How long should you wait to sit on your butt after a Brazilian but lift?

Doctor Answers 6

How long should you wait to sit on your butt after a Brazilian but lift?

Hello you should wait (4-6) weeks to sit down or lay down
on your back this is mainly to have better results
and allow more fat to survive good luck!

Sitting after BBL

The longer you can go without sitting after a BBL surgery the better your outcome will be. I would recommend a minimum of two to three weeks of no sitting or sitting with the assistance of a pillow. Each surgeon has a slightly different protocol however.

Best wishes,


William Bruno, MD
Beverly Hills Plastic Surgeon
4.9 out of 5 stars 330 reviews

Sitting after a Brazilian

It's plastic surgeon has their own protocol.

I suggest you ask your plastic surgeon what he or she recommends.

We give our patients special pillows that puts on the pressure on the back of the fires and not the treated area.

The specially designed pillow is inconspicuous and easy to bring to work.


Mats Hagstrom M.D.

Mats Hagstrom, MD
San Francisco Plastic Surgeon
4.8 out of 5 stars 17 reviews

How long should you wait to sit on your butt after a Brazilian but lift?

Hi.. thank you for the question, every Ps have their own indications, i suggest my patients to start sitting complete with the buttock area from 10-15 days after the procedure.

Luis A. Mejia, MD
Dominican Republic Plastic Surgeon
4.5 out of 5 stars 57 reviews

Sitting after BBL

Thank You for this Great Question!

Sitting for 20 minutes at a time is good interval with activity of 5 minutes in between to reduce DVT formation. But remember your fat grafts are not completely immobile for up to 2 months and can be moved with pressure from your body weight.

Experience with facial and BBL fat grafts in practice and current literature supports the thought that the low oxygen state of the fat grafts send signals to stem cells for new cell growth and new blood vessel growth into the low oxygen area. Anything that would decrease oxygen supply to the area would delay growth and cause more reabsorption on the fat grafts.

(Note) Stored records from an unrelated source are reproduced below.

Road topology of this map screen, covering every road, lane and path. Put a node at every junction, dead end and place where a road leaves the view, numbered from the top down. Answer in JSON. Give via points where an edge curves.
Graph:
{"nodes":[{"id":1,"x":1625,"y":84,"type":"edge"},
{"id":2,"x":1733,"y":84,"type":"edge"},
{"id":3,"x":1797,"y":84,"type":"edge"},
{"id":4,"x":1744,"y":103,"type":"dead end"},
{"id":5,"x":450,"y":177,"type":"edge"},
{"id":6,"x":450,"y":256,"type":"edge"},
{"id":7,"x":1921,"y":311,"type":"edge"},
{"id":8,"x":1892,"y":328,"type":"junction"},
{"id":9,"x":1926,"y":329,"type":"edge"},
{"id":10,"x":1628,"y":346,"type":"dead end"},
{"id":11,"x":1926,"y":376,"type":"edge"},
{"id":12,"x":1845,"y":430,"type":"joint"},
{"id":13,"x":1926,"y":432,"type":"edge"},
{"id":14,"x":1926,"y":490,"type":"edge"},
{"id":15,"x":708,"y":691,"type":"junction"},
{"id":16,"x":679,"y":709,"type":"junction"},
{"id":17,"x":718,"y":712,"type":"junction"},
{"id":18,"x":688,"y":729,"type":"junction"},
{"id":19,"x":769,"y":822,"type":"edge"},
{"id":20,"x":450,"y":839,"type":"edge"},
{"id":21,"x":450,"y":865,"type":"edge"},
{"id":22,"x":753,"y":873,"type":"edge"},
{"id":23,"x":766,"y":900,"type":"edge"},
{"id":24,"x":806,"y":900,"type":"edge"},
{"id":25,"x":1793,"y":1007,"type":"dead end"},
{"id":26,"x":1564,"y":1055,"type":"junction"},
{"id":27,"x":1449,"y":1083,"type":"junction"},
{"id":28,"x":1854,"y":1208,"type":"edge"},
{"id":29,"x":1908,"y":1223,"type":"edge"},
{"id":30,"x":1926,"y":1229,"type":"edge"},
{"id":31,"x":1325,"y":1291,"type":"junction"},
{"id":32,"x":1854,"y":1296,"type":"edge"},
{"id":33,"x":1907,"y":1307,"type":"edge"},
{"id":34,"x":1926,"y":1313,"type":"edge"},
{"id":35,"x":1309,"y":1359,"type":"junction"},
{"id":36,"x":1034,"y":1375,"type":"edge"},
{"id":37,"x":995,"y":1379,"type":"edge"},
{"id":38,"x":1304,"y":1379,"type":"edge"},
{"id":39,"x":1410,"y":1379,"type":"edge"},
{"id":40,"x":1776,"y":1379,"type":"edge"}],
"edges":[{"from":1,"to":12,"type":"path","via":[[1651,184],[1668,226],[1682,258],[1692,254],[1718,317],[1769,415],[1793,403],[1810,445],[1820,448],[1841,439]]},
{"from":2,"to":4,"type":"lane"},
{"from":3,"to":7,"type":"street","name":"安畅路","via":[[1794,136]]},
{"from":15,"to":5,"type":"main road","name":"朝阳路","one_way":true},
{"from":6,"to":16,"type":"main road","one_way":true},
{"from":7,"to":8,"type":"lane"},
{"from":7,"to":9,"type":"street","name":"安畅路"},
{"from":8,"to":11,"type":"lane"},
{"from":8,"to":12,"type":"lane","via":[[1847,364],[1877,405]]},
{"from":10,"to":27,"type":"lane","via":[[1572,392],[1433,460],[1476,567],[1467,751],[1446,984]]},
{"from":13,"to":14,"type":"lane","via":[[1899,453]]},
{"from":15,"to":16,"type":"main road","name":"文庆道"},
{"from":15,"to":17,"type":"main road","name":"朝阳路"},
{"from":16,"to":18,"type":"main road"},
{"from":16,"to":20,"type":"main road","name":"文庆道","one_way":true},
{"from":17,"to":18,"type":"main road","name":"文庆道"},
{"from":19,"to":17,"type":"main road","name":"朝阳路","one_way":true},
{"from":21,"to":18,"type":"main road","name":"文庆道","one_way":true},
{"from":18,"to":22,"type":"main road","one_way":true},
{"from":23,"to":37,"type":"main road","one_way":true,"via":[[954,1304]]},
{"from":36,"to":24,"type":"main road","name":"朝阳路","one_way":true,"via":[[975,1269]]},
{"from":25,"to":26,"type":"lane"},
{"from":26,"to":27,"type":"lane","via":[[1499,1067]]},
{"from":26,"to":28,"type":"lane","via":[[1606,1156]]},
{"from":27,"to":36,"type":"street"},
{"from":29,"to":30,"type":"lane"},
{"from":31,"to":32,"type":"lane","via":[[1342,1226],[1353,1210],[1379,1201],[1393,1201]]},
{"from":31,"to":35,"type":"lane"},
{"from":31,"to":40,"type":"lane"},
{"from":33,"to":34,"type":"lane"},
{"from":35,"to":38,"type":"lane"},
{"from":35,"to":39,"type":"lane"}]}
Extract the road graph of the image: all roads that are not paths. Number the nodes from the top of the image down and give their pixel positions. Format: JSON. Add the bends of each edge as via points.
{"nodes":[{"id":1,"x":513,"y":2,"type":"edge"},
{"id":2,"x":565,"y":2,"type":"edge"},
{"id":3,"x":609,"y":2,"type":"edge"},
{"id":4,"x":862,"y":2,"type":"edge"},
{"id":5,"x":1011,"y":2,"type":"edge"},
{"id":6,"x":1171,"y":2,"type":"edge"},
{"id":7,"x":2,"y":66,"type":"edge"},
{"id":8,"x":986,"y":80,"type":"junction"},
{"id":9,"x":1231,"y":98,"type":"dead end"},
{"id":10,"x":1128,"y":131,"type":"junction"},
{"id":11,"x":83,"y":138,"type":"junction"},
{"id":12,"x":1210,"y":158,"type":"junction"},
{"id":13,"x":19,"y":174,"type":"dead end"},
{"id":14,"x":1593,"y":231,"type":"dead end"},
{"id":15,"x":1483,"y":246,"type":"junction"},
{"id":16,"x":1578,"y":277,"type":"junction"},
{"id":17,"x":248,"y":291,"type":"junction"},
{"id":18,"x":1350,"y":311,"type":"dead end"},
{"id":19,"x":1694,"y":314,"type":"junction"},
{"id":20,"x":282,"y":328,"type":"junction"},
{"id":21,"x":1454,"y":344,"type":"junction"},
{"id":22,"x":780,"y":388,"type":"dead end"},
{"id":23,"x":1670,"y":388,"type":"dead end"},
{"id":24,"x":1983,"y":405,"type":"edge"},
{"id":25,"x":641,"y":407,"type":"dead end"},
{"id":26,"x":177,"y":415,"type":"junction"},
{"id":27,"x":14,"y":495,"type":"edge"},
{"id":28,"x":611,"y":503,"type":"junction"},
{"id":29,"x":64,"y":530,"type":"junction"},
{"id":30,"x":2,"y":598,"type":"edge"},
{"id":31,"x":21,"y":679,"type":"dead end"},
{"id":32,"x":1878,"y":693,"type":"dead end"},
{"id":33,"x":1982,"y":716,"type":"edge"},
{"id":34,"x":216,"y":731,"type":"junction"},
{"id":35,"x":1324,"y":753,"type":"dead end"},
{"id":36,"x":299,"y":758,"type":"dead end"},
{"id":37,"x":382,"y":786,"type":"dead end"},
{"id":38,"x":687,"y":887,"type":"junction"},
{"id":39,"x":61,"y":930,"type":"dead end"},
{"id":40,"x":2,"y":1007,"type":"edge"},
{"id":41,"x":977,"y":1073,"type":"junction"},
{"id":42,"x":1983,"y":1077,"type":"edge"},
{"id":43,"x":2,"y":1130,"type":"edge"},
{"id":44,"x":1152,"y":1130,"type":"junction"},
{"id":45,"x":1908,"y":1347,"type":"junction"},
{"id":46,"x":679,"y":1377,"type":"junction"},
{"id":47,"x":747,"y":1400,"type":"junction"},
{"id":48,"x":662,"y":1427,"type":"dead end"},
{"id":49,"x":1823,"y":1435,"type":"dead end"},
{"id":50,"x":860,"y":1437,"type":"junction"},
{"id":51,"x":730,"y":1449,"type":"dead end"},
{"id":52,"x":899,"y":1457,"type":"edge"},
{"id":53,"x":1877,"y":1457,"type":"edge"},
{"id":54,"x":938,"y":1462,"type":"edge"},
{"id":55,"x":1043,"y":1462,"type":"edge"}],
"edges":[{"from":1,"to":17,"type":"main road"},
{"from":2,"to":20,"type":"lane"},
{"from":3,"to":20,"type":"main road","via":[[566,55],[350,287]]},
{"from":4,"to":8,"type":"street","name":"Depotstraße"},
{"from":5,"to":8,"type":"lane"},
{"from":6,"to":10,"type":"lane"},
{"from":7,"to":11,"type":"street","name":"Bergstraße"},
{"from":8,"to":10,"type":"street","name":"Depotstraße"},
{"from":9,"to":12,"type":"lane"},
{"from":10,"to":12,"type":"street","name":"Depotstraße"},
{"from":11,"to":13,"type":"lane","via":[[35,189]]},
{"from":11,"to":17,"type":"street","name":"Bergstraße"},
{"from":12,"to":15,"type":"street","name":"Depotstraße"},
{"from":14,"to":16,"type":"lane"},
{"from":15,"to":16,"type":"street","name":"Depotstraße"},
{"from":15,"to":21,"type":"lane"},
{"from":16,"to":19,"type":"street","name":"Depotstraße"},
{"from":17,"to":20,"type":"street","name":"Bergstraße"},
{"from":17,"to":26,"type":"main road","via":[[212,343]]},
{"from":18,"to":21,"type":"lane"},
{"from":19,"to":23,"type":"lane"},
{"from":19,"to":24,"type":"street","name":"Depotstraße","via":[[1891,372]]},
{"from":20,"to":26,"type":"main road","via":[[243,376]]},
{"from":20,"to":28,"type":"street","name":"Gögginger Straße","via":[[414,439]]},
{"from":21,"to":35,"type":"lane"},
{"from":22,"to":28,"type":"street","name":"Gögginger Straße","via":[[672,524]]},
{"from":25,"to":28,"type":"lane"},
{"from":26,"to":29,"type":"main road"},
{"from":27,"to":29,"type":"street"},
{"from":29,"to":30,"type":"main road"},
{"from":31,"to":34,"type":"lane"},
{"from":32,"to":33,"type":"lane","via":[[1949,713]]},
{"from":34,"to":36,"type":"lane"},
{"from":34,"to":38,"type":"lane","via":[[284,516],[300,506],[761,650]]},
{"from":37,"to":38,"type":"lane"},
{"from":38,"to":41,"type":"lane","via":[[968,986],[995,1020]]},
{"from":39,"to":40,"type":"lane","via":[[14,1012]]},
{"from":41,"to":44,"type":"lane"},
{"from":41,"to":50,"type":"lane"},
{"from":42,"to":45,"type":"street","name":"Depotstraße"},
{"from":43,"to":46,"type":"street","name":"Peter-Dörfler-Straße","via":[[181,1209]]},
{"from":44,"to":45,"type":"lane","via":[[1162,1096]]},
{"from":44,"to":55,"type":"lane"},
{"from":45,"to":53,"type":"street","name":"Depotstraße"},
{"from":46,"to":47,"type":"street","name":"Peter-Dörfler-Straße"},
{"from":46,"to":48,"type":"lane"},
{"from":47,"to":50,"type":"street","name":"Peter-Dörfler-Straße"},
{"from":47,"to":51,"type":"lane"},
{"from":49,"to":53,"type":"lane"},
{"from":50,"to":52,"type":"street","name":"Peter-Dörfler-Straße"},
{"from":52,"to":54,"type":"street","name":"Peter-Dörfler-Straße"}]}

A few of the research supported factors that would delay oxygen supply to the grafts include:
Decrease blood circulation due to blood pressure changes:
  • body weight compression ( Sitting and lying) with pressure greater than systolic blood pressure (main cause of nursing home bed soars)
  • decreased blood supply form generalized hypotension
Vasoconstrictive agents which decrease the rate of oxygen flowing to the fat grafts:
  • nicotine ( one inhalation of puff of a cigarette will constrict vessels for 16 hours)
  • caffeine (watch your tea, 5 hour energy, decaf, chocolate)
My patients have had great success in using a foam yoga matt rolled up really tight and trimmed to the width of their office chair. The matt compresses and conforms to your posterior thighs and sits on the very front of your office chair seat. You can adjust the height of your matt to keep your buttocks from touching the chair by unrolling and trimming the length. This will do the job by keeping pressure off the buttocks, but not raise you too high in the seat. You can use this in the car and on the toilet if needed. An additional smaller matt can hang form the back of your chair to fit into the small lower back and keep the back of your buttocks of the chair back.

I hope this helps. Wish you well, and a quick recovery.

Dr McAdoo

How long to avoid sitting

There's really no consensus on this. In general, most plastic surgeons vary between 10-21 days post-op as the amount of time to avoid sitting completely, and between 6-12 weeks as the amount of time to sit with restrictions (curve cure, yoga pillow, bolster of blanket or towel, etc). 
I generally tell people this: as a bare minimum, don't sit on your butt at all for 10 days postop. After that 10 day period, you can sit, but only when you absolutely must!
Hope this helps - Sam Jejurikar, MD

These answers are for educational purposes and should not be relied upon as a substitute for medical advice you may receive from your physician. If you have a medical emergency, please call 911. These answers do not constitute or initiate a patient/doctor relationship.